Since 1823, the USA has declared several doctrines in which principles for the use of force were outlined. However, since Richard Nixon announced the Nixon Doctrine on the ‘Vietnamization’ of the Vietnam War in 1969, no US president has consciously declared a doctrine or a corollary to an existing doctrine. The labelling of policies as doctrines has otherwise occurred due to press reports or subsequent rationalizations (e.g. the Bush Doctrine in the NSS 2002). Some presidents even explicitly shied away from labelling a policy as a doctrine (e.g. Bill Clinton, Barack Obama).
Initially, the declaration of a doctrine is merely a unilateral act of a state, which may be relevant on different levels under public international law. In cases where the use of force is foreseen in a doctrine, the question of its legal and law-creating effects is of particular interest. Doctrines have the appeal of quasi-legal concepts, or at least imply the use of an international legal idiom, in order to justify the exercise of power.
What Monroe Doctrine? – Doctrine and Corollaries
The NSS 2025 explicitly states that the USA will ‘assert and enforce a ‘Trump Corollary’ to the Monroe Doctrine’ in order to ‘ensure that the Western Hemisphere remains reasonably stable and well-governed’ (NSS 2025, p.5). This inevitably raises the question of what the Monroe Doctrine exactly entails.
On 2 December 1823, President James Monroe delineated the principles of US foreign policy in his annual address to Congress: The ‘decolonization principle’ states that European powers are prohibited from establishing new colonies in the Western Hemisphere and must not interfere in its political affairs or internal conflicts. The ‘non-intervention principle’ (also called the principle of disinterest) declares that the United States would not interfere in the wars or internal conflicts of European states. The term ‘Monroe Doctrine’ was then first used in US Congress debates in 1853 (see D. Perkins, A History of the Monroe Doctrine, p. 99). Subsequently, different principles concerning the use of force and assertions of legal rights regarding the use of force have been put forward within the framework of the Monroe Doctrine. Some authors count no fewer than a dozen corollaries and content-altering interpretations of the Monroe Doctrine.
The Roosevelt Corollary of 1904, for example, asserted a US right to intervene in Latin American states in cases of ‘flagrant and chronic wrongdoing’ or ‘impotence’ to ensure order and protect American interests. It was actually prompted by European gunboat blockades of Venezuela in 1902/03 to collect debts, raising fears of European colonization in the Western Hemisphere, which also resulted in the Drago-Porter Convention of 1907. This convention, which is still technically in force, prohibits the collection of financial debts by force. The Roosevelt Corollary was, however, abandoned in an internal memorandum by Undersecretary of State Joshua Reuben Clark in 1928, later published as the so-called Clark Memorandum.

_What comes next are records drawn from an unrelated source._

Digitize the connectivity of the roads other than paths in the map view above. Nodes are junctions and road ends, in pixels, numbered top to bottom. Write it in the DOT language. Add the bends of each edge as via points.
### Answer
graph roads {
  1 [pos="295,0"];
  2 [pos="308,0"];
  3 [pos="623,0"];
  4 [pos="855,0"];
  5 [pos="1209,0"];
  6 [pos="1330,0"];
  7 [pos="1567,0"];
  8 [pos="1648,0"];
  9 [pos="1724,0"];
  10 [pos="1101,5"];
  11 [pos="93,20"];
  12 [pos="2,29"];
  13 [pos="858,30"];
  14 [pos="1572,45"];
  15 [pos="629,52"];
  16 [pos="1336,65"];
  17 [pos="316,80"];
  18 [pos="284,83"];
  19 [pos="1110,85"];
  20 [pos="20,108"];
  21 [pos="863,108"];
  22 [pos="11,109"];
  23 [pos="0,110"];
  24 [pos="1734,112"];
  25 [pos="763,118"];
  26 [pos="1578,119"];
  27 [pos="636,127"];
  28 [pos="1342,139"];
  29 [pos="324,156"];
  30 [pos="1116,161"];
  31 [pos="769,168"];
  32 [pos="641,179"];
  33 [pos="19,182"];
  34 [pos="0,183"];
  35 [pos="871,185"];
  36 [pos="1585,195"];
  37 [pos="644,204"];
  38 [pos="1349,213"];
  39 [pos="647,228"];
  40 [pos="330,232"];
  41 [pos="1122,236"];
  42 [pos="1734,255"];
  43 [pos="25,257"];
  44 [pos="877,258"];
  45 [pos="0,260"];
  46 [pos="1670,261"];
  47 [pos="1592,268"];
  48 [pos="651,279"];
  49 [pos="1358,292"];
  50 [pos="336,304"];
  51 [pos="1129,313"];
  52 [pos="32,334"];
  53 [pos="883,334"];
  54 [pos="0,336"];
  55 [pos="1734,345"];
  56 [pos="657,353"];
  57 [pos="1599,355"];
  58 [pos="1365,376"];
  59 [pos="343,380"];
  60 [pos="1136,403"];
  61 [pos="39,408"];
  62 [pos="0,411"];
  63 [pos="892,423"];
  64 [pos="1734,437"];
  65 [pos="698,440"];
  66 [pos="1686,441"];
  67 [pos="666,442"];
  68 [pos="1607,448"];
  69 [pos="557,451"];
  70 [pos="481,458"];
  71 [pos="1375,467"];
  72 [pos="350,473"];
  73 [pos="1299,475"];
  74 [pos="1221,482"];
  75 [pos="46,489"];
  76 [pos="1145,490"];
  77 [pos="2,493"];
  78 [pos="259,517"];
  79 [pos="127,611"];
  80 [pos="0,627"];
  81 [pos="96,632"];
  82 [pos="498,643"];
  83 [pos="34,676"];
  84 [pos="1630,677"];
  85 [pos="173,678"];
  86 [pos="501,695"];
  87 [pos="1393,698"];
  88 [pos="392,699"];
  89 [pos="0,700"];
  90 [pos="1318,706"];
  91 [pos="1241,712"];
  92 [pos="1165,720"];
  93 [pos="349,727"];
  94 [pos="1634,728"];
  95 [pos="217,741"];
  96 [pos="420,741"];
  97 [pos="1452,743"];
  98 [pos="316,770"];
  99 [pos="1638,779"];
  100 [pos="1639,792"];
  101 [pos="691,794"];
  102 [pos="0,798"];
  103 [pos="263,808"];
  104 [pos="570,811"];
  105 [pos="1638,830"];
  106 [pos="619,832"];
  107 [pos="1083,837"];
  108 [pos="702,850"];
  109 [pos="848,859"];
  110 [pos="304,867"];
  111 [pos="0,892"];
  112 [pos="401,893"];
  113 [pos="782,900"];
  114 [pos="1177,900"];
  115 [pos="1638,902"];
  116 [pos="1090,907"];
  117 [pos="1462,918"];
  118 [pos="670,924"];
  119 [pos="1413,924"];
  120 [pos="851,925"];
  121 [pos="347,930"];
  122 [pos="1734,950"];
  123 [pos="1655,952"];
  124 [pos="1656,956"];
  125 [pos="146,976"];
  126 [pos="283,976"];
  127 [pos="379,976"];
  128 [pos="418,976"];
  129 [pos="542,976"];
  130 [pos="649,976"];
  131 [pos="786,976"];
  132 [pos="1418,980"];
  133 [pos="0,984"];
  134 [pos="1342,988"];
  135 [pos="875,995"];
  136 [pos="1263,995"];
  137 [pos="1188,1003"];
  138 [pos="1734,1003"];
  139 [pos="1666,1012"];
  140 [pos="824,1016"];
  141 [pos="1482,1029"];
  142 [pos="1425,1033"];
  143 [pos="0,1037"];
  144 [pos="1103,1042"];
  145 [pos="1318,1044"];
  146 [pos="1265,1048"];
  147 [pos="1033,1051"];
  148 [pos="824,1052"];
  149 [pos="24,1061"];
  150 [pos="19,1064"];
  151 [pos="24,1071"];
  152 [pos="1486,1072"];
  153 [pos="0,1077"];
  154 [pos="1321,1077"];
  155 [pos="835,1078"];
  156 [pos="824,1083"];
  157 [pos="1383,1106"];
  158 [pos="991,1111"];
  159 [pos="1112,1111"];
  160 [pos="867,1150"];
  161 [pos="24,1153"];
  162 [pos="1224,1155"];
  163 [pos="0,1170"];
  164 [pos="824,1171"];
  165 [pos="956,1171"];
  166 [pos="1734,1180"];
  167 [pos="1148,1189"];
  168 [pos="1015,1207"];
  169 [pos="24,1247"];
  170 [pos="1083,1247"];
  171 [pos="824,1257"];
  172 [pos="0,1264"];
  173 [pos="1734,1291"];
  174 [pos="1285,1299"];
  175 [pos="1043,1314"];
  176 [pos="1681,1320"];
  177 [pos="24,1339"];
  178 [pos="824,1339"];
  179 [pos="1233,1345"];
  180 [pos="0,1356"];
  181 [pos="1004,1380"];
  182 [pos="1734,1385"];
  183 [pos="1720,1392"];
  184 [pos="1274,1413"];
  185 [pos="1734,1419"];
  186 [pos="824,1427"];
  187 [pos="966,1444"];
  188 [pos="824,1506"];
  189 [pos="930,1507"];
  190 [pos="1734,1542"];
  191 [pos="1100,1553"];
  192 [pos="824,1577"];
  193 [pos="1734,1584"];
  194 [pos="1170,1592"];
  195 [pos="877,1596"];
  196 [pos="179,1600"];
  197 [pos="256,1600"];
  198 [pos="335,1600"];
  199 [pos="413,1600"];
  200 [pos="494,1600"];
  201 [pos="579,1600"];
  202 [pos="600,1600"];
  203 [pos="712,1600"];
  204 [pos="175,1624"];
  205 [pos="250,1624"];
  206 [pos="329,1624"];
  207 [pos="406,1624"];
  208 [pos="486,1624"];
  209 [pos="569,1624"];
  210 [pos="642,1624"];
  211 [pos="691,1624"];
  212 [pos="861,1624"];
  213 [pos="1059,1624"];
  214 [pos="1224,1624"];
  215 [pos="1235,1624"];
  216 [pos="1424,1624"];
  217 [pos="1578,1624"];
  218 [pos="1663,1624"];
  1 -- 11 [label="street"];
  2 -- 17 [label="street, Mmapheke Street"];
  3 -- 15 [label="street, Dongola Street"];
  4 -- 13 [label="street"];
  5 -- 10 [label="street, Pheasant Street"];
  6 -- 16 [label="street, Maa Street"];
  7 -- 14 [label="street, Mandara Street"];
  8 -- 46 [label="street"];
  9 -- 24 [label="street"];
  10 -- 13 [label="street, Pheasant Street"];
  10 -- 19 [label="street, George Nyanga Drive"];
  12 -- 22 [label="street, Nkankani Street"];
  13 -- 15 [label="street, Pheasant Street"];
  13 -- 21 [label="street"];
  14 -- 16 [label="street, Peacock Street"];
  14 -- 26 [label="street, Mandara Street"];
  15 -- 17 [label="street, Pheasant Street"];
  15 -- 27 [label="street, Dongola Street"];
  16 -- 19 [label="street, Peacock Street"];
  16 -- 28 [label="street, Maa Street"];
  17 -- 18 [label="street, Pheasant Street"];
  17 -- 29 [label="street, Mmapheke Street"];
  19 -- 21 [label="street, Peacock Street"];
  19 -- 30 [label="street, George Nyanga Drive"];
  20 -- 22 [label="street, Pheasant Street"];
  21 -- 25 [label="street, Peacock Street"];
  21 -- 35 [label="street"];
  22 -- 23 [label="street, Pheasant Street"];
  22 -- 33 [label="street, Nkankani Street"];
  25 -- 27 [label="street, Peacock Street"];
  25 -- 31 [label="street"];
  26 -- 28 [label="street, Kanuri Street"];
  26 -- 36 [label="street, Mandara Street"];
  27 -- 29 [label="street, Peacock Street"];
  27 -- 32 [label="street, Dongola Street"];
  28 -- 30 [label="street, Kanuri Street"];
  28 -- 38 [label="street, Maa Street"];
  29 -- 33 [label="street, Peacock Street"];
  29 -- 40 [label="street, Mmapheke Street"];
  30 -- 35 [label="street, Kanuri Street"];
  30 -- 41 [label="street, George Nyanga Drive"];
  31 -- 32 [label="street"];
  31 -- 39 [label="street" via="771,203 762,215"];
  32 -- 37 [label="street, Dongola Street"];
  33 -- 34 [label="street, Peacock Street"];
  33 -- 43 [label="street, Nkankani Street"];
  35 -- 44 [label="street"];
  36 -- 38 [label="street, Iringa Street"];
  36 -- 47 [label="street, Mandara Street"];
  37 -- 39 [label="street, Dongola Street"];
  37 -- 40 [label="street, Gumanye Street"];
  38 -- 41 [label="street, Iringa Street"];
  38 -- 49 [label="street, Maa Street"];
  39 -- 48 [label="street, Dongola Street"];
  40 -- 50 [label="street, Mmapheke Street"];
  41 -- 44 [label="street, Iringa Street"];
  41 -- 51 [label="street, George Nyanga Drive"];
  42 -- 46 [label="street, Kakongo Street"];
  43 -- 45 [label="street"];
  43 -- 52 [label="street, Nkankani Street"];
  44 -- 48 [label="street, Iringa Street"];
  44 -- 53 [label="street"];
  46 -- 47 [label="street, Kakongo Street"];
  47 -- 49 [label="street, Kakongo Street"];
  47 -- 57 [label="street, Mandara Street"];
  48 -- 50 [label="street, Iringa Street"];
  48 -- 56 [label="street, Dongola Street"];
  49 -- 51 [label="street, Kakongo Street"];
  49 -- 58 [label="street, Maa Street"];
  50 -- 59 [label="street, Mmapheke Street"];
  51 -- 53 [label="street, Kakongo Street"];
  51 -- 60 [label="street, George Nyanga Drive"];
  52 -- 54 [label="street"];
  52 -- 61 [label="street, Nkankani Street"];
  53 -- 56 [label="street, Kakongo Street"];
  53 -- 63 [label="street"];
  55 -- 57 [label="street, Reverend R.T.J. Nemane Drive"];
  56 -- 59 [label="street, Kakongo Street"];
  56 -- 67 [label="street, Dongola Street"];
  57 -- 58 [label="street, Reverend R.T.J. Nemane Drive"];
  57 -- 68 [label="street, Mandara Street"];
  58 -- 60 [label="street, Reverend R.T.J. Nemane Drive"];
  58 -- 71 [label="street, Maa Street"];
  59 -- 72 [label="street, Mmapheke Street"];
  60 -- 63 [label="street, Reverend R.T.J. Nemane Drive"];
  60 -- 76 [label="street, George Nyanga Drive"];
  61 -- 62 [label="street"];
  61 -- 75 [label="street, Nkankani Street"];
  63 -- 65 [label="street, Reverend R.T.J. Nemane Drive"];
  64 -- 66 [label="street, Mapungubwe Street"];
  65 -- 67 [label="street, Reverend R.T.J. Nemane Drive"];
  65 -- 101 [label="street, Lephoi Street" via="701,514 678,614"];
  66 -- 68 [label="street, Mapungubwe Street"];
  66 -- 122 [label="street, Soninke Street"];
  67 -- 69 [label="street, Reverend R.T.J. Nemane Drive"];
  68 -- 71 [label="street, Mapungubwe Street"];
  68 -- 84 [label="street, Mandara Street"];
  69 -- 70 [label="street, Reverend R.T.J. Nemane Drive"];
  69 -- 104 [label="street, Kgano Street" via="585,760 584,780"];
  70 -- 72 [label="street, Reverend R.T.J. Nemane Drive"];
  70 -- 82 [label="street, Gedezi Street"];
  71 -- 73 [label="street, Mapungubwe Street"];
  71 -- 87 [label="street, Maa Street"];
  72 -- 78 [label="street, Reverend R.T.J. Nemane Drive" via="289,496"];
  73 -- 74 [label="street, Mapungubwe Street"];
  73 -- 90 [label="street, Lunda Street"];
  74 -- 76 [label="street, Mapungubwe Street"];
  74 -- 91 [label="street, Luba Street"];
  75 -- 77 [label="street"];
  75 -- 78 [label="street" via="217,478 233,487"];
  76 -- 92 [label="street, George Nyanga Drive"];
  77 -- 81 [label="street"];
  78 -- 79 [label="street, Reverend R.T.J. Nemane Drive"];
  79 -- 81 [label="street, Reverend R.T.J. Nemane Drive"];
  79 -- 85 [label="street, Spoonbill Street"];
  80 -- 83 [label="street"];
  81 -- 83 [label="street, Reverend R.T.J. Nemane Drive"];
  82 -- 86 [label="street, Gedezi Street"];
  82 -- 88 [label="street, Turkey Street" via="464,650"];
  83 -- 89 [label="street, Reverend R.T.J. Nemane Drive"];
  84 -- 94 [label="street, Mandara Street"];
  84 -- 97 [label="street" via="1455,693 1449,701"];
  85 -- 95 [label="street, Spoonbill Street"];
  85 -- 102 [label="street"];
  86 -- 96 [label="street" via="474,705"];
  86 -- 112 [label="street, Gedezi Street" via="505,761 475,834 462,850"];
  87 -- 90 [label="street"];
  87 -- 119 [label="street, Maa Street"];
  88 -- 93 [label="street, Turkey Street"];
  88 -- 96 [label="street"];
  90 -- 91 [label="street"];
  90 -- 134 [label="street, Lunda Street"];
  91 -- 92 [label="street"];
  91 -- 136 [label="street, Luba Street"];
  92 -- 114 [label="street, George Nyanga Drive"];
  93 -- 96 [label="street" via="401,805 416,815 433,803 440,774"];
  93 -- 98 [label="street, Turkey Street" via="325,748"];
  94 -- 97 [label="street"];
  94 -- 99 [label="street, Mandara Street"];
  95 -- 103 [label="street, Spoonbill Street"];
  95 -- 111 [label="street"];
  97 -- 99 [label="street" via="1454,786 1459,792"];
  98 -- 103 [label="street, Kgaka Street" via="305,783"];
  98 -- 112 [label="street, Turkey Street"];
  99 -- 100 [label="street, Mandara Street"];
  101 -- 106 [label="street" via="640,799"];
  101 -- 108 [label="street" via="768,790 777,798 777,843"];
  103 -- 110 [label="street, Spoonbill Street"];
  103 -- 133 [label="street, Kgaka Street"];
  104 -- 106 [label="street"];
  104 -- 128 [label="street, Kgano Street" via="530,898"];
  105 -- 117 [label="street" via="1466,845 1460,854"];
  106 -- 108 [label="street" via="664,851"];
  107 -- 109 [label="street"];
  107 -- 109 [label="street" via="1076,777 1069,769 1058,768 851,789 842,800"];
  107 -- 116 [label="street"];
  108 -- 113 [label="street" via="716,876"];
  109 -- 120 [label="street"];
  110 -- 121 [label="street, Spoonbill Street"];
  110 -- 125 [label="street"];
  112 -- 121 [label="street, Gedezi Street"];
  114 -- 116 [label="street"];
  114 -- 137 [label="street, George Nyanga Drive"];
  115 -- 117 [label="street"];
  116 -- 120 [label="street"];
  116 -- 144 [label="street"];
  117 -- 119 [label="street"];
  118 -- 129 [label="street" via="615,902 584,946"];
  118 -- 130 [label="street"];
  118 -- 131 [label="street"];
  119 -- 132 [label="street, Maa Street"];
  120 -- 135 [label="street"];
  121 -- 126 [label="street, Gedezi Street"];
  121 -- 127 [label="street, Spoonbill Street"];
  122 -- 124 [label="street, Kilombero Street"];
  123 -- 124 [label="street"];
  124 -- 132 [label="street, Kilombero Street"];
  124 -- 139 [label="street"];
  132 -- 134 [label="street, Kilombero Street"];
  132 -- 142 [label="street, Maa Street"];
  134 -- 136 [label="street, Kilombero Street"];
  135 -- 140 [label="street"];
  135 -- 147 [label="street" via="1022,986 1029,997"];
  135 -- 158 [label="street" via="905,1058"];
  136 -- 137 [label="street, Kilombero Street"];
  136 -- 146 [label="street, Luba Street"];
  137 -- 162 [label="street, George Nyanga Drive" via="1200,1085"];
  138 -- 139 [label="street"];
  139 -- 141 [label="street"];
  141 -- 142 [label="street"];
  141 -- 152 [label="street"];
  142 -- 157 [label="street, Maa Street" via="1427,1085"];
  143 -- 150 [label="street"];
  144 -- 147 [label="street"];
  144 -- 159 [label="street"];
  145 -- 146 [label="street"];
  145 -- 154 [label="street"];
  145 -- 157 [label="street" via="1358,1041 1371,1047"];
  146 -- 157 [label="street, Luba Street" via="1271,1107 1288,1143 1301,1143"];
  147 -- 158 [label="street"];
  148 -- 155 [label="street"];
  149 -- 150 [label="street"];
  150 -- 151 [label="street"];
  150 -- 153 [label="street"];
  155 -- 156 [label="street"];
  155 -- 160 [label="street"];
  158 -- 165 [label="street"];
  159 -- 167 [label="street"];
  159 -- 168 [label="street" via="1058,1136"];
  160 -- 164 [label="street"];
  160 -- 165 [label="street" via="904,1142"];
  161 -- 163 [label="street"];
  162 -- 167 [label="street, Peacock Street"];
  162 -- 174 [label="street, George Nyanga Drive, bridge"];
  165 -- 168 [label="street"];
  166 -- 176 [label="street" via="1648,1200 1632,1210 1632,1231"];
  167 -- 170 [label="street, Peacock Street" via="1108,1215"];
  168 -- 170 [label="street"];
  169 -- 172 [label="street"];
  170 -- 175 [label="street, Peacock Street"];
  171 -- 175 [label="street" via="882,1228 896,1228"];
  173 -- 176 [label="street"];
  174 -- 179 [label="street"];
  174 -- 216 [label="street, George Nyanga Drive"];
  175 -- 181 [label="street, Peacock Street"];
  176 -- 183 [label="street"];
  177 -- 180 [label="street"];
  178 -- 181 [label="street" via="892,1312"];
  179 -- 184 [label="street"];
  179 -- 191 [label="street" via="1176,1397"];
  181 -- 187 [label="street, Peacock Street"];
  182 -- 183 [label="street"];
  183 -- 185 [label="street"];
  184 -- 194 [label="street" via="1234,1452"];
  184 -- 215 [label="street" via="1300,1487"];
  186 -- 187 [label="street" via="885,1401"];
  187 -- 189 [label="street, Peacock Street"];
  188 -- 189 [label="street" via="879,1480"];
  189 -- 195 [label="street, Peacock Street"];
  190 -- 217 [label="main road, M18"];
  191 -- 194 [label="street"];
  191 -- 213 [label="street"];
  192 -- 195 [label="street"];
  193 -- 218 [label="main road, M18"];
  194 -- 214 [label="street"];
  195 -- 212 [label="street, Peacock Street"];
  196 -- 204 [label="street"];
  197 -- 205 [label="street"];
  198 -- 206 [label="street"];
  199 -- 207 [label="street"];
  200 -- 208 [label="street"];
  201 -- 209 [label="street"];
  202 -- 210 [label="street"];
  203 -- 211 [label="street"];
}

In the lead-up to the Second World War, the question arose whether Canada and Greenland were covered by the Monroe Doctrine. A statement by President Franklin D. Roosevelt from 1938 is considered an extension of the defensive aspect of the Monroe Doctrine to Canada.
The US interpretation of the Monroe Doctrine and its compatibility with the UN Charter was already a matter of concern for the US delegation at the San Francisco Conference in 1945. An interpretation by John Foster Dulles reduced the doctrine to its core principle of defending the US, hence allowing the use of force only in cases of self-defence. This brought the use of force foreseen under the Monroe Doctrine in line with the right of self-defence under Article 51 UN Charter.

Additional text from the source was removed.